» GIVEN DATA:
•••••

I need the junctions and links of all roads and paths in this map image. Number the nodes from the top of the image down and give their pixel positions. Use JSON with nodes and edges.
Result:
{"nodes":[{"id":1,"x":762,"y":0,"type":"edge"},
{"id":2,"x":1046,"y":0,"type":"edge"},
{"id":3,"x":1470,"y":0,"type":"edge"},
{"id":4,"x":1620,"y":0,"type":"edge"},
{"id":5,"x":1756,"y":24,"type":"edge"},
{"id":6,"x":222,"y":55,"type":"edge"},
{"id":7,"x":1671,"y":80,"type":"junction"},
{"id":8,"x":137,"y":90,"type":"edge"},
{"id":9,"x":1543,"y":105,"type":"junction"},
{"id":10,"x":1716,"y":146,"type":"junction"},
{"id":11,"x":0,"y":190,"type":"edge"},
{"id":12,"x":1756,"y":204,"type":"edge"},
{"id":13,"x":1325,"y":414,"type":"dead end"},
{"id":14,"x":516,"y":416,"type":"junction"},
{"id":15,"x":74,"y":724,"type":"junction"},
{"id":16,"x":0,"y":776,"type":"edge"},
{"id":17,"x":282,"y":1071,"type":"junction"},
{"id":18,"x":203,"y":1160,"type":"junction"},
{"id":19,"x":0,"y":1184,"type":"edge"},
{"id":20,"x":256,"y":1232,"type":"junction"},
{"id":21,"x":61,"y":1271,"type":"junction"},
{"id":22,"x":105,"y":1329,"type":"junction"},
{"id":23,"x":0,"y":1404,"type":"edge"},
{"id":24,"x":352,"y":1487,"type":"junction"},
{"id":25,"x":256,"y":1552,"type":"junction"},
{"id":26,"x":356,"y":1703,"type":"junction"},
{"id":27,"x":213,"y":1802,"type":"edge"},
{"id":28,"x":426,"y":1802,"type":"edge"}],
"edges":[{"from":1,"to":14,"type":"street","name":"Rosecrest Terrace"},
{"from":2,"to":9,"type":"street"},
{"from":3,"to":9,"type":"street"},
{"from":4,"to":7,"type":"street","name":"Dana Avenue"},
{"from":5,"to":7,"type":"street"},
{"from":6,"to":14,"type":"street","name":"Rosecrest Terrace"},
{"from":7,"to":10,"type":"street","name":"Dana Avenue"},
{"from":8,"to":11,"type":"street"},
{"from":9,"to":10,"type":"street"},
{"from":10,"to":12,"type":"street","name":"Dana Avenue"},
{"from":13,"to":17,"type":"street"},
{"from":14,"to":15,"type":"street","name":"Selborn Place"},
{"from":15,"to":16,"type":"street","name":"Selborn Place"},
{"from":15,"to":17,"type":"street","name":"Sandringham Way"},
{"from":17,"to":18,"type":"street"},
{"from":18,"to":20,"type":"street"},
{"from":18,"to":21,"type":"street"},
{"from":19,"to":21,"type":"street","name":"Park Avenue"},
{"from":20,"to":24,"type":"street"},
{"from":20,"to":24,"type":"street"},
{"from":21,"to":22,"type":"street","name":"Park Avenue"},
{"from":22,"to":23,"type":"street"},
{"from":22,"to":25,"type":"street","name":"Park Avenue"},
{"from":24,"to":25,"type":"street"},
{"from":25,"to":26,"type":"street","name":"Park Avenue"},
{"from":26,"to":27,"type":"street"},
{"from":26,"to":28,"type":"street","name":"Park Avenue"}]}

•••••

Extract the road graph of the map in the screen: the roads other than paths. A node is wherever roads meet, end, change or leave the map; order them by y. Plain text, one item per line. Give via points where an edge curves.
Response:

•••••

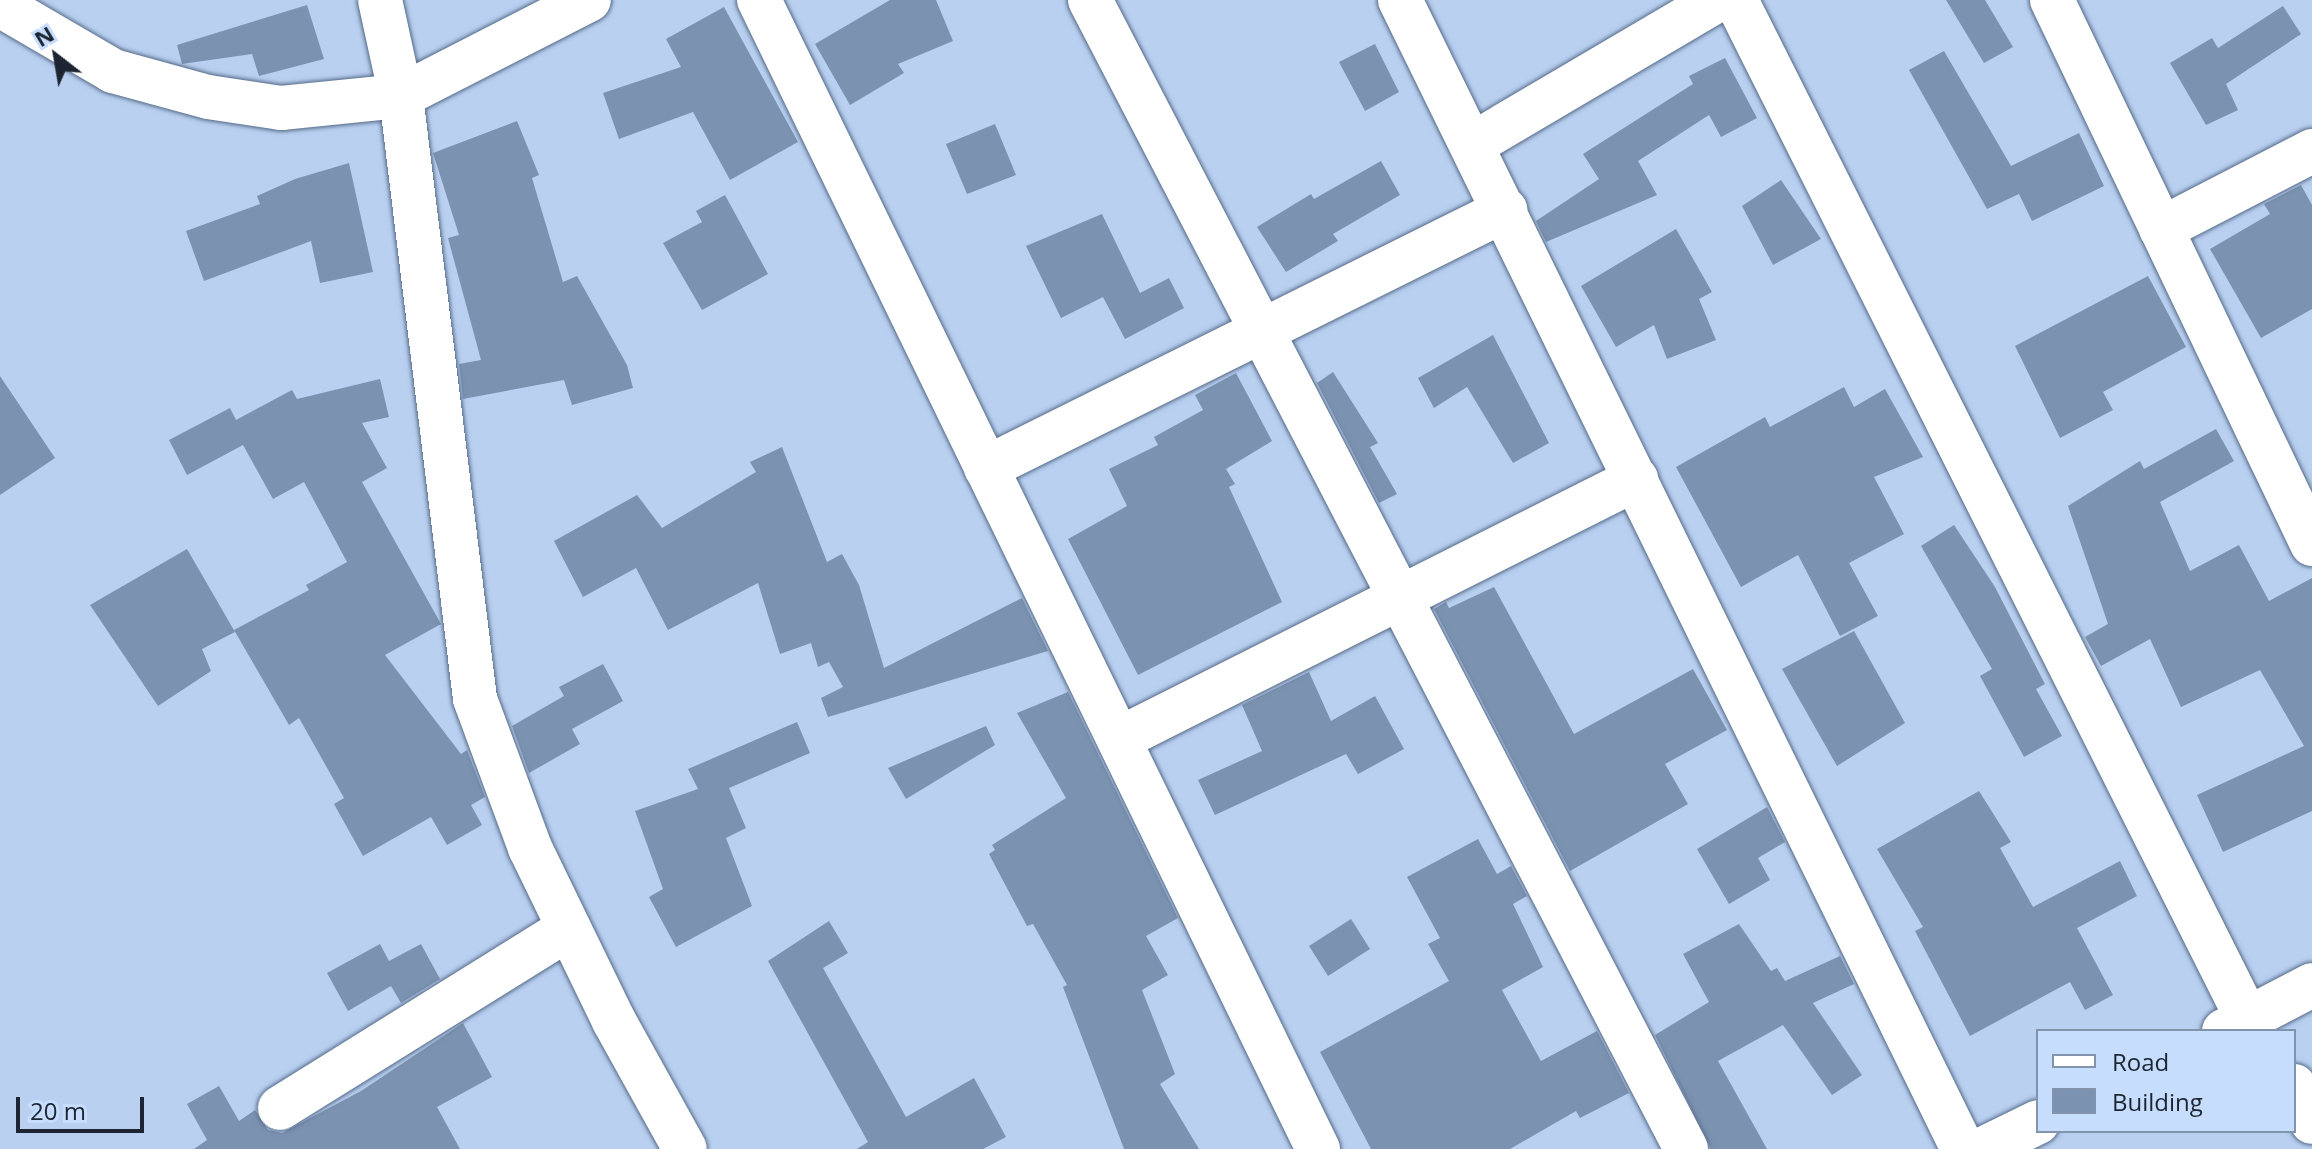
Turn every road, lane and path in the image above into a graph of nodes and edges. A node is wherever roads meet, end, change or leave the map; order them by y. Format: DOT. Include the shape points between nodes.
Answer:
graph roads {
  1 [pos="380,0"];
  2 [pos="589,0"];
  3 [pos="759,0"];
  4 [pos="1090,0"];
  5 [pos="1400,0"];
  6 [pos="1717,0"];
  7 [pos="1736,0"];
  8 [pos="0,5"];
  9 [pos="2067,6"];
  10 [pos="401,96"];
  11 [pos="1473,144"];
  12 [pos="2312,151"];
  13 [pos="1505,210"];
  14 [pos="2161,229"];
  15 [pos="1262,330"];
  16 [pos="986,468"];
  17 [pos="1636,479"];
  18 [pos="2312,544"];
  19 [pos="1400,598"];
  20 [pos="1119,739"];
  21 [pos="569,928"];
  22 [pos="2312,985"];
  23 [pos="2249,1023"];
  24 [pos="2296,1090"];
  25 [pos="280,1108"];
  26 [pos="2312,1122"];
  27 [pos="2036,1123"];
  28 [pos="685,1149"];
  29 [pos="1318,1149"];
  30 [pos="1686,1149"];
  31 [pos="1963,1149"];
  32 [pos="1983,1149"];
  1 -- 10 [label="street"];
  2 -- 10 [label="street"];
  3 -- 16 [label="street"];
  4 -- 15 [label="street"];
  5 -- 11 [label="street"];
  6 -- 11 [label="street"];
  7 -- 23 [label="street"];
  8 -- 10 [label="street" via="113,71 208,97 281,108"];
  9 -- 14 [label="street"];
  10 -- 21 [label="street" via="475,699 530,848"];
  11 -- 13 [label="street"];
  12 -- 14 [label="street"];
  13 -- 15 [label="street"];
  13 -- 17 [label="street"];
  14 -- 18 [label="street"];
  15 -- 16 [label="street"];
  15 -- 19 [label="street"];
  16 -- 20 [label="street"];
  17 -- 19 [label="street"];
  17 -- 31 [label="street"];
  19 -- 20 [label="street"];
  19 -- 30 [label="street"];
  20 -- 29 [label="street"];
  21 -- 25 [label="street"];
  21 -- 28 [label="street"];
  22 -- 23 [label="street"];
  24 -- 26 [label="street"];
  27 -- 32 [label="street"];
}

•••••

Where a line in the listing above includes the string "change", copy that line.

Extract the road graph of the map in the screen: the roads other than paths. A node is wherever roads meet, end, change or leave the map; order them by y. Plain text, one item per line. Give via points where an edge curves.
Turn every road, lane and path in the image above into a graph of nodes and edges. A node is wherever roads meet, end, change or leave the map; order them by y. Format: DOT. Include the shape points between nodes.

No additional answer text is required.